Les dons vont à l’encontre du principe fondamental des groupes d’entraide, qui est de favoriser l’autonomie de chacun. Les groupes d’entraide ont pour but de restaurer la dignité et l’indépendance de leurs membres par le biais de leur travail assidu, à partir de la mobilisation de leurs propres ressources. Le principe qui consiste à « aider les gens à résoudre leurs problèmes au lieu d’essayer de les résoudre à leur place » est le fondement des groupes d’entraide, car c’est ce qui leur permet de prospérer en tant qu’organisations populaires. Toute initiative visant à fournir une aide financière détruit leur motivation à réussir par leurs propres efforts. Cela sape leur créativité et leur aptitude à libérer leur potentiel. Les groupes qui ont reçu des dons de la part d’ONG (organisations non-gouvernementales) qui ne comprenaient pas l’approche des groupes d’entraide ont cessé de se réunir.

Quel est le potentiel des groupes d’entraide ?

En l’espace de deux ou trois ans, on constate un changement complet chez les membres des groupes d’entraide en termes d’estime de soi, de confiance en soi et d’augmentation des revenus. Les membres peuvent envoyer leurs enfants dans de meilleures écoles, assumer le coût des soins de santé, consommer des aliments plus nutritifs, construire de meilleurs logements, avoir au moins une activité génératrice de revenus et embaucher des membres de leur famille.

En l’espace de cinq ans, les membres créent de nouvelles entreprises, s’éloignant souvent du marché pour louer des boutiques. En l’espace de dix ans, les groupes aspirent à monter des entreprises communes et à créer des banques et des compagnies d’assurance. Certains groupes qui existent depuis une dizaine d’années rêvent d’envoyer des membres de groupes d’entraide au Parlement pour soulever des questions liées aux droits fondamentaux des enfants et des femmes.

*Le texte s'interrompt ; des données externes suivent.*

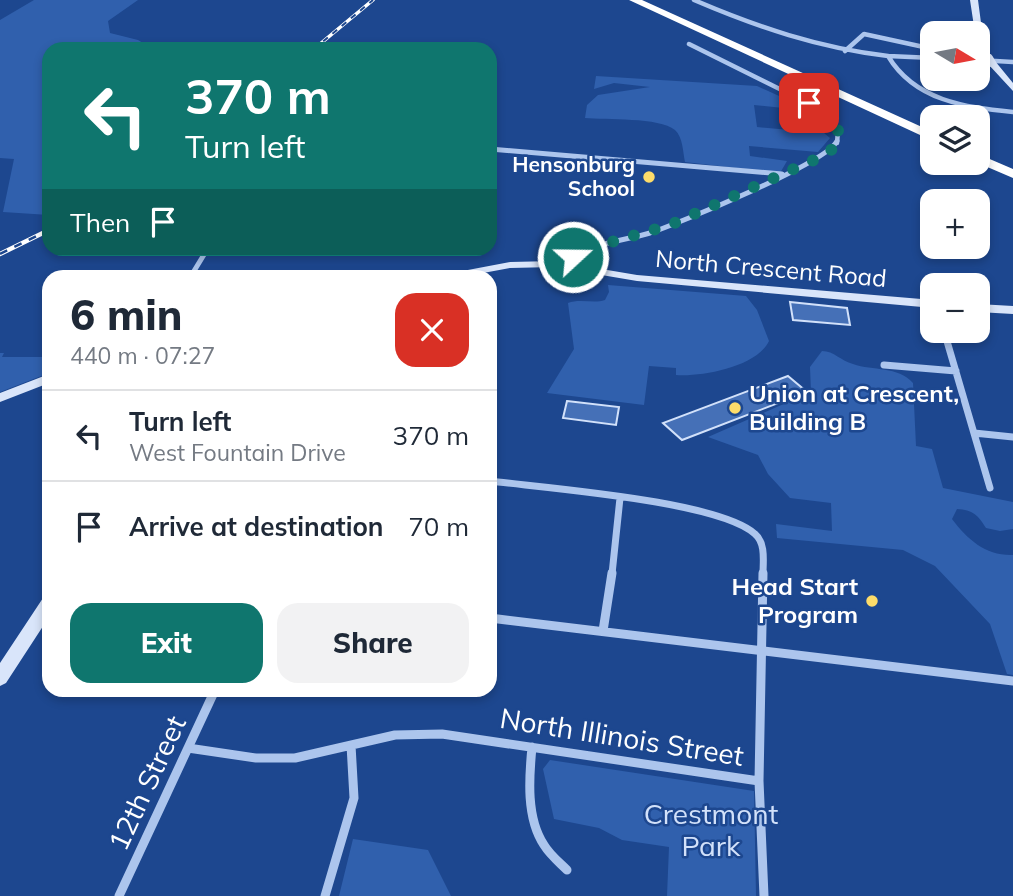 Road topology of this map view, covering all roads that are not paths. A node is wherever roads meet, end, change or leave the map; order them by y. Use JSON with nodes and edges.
{"nodes":[{"id":1,"x":634,"y":0,"type":"edge"},
{"id":2,"x":652,"y":0,"type":"edge"},
{"id":3,"x":694,"y":0,"type":"edge"},
{"id":4,"x":974,"y":0,"type":"edge"},
{"id":5,"x":689,"y":44,"type":"dead end"},
{"id":6,"x":920,"y":46,"type":"edge"},
{"id":7,"x":845,"y":51,"type":"junction"},
{"id":8,"x":888,"y":56,"type":"junction"},
{"id":9,"x":920,"y":57,"type":"edge"},
{"id":10,"x":990,"y":61,"type":"edge"},
{"id":11,"x":1013,"y":62,"type":"edge"},
{"id":12,"x":1013,"y":88,"type":"edge"},
{"id":13,"x":1013,"y":112,"type":"edge"},
{"id":14,"x":920,"y":120,"type":"edge"},
{"id":15,"x":920,"y":131,"type":"edge"},
{"id":16,"x":497,"y":150,"type":"edge"},
{"id":17,"x":990,"y":152,"type":"edge"},
{"id":18,"x":1013,"y":162,"type":"edge"},
{"id":19,"x":990,"y":163,"type":"edge"},
{"id":20,"x":784,"y":174,"type":"junction"},
{"id":21,"x":1013,"y":174,"type":"edge"},
{"id":22,"x":565,"y":265,"type":"junction"},
{"id":23,"x":484,"y":270,"type":"edge"},
{"id":24,"x":920,"y":303,"type":"edge"},
{"id":25,"x":990,"y":309,"type":"edge"},
{"id":26,"x":1013,"y":310,"type":"edge"},
{"id":27,"x":948,"y":343,"type":"edge"},
{"id":28,"x":884,"y":365,"type":"dead end"},
{"id":29,"x":956,"y":371,"type":"junction"},
{"id":30,"x":42,"y":381,"type":"edge"},
{"id":31,"x":0,"y":398,"type":"edge"},
{"id":32,"x":974,"y":433,"type":"junction"},
{"id":33,"x":1013,"y":437,"type":"edge"},
{"id":34,"x":497,"y":482,"type":"edge"},
{"id":35,"x":990,"y":488,"type":"dead end"},
{"id":36,"x":620,"y":498,"type":"junction"},
{"id":37,"x":42,"y":614,"type":"edge"},
{"id":38,"x":497,"y":619,"type":"edge"},
{"id":39,"x":603,"y":631,"type":"junction"},
{"id":40,"x":761,"y":651,"type":"junction"},
{"id":41,"x":0,"y":678,"type":"edge"},
{"id":42,"x":1013,"y":681,"type":"edge"},
{"id":43,"x":212,"y":697,"type":"edge"},
{"id":44,"x":351,"y":745,"type":"junction"},
{"id":45,"x":532,"y":747,"type":"junction"},
{"id":46,"x":188,"y":748,"type":"junction"},
{"id":47,"x":759,"y":781,"type":"junction"},
{"id":48,"x":567,"y":870,"type":"dead end"},
{"id":49,"x":119,"y":896,"type":"edge"},
{"id":50,"x":325,"y":896,"type":"edge"},
{"id":51,"x":764,"y":896,"type":"edge"}],
"edges":[{"from":1,"to":15,"type":"highway"},
{"from":2,"to":14,"type":"highway"},
{"from":3,"to":7,"type":"street"},
{"from":4,"to":12,"type":"street"},
{"from":5,"to":20,"type":"street"},
{"from":6,"to":7,"type":"street"},
{"from":7,"to":8,"type":"street"},
{"from":8,"to":9,"type":"street"},
{"from":8,"to":13,"type":"street"},
{"from":10,"to":11,"type":"street"},
{"from":16,"to":20,"type":"street"},
{"from":17,"to":18,"type":"highway"},
{"from":19,"to":21,"type":"highway"},
{"from":20,"to":22,"type":"street"},
{"from":22,"to":23,"type":"street","name":"North Crescent Road"},
{"from":22,"to":24,"type":"street","name":"North Crescent Road"},
{"from":25,"to":26,"type":"street"},
{"from":27,"to":29,"type":"street"},
{"from":28,"to":29,"type":"street"},
{"from":29,"to":32,"type":"street"},
{"from":30,"to":31,"type":"street"},
{"from":32,"to":33,"type":"street"},
{"from":32,"to":35,"type":"street"},
{"from":34,"to":36,"type":"street"},
{"from":36,"to":39,"type":"street"},
{"from":36,"to":40,"type":"street"},
{"from":37,"to":41,"type":"street"},
{"from":38,"to":39,"type":"street"},
{"from":39,"to":40,"type":"street"},
{"from":40,"to":42,"type":"street"},
{"from":40,"to":47,"type":"street"},
{"from":43,"to":46,"type":"street","name":"12th Street"},
{"from":44,"to":45,"type":"street","name":"North Illinois Street"},
{"from":44,"to":46,"type":"street","name":"North Illinois Street"},
{"from":44,"to":50,"type":"street"},
{"from":45,"to":47,"type":"street","name":"North Illinois Street"},
{"from":45,"to":48,"type":"street"},
{"from":46,"to":49,"type":"street","name":"12th Street"},
{"from":47,"to":51,"type":"street"}]}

Merci à Grace Kamuyu pour l’utilisation de ses entretiens avec Zenebech Tesfaye et Adenach Woshebo.

Vous trouverez plus d’informations sur la création de groupes d’entraide et d’épargne dans les livres Releasing potential (Libérer le potentiel) et PILIERS : Crédits et prêts pour les petites entreprises.


Étapes pour démarrer un groupe d’entraide

Les groupes d’entraide se développent progressivement, comme des plantes :

  • un groupe extérieur à la communauté qui sait mettre en place des groupes d’entraide rend visite à une communauté (préparation du sol)
  • les personnes les plus pauvres de la communauté sont identifiées et invitées à se joindre à un groupe d’entraide (mise en terre de la semence)
  • des facilitateurs extérieurs au groupe aident à établir des groupes d’entraide (le jeune plant est nourri et arrosé)
  • au fil du temps, la facilitation est de moins en moins nécessaire (la plante commence à se fortifier et finit par produire des fruits).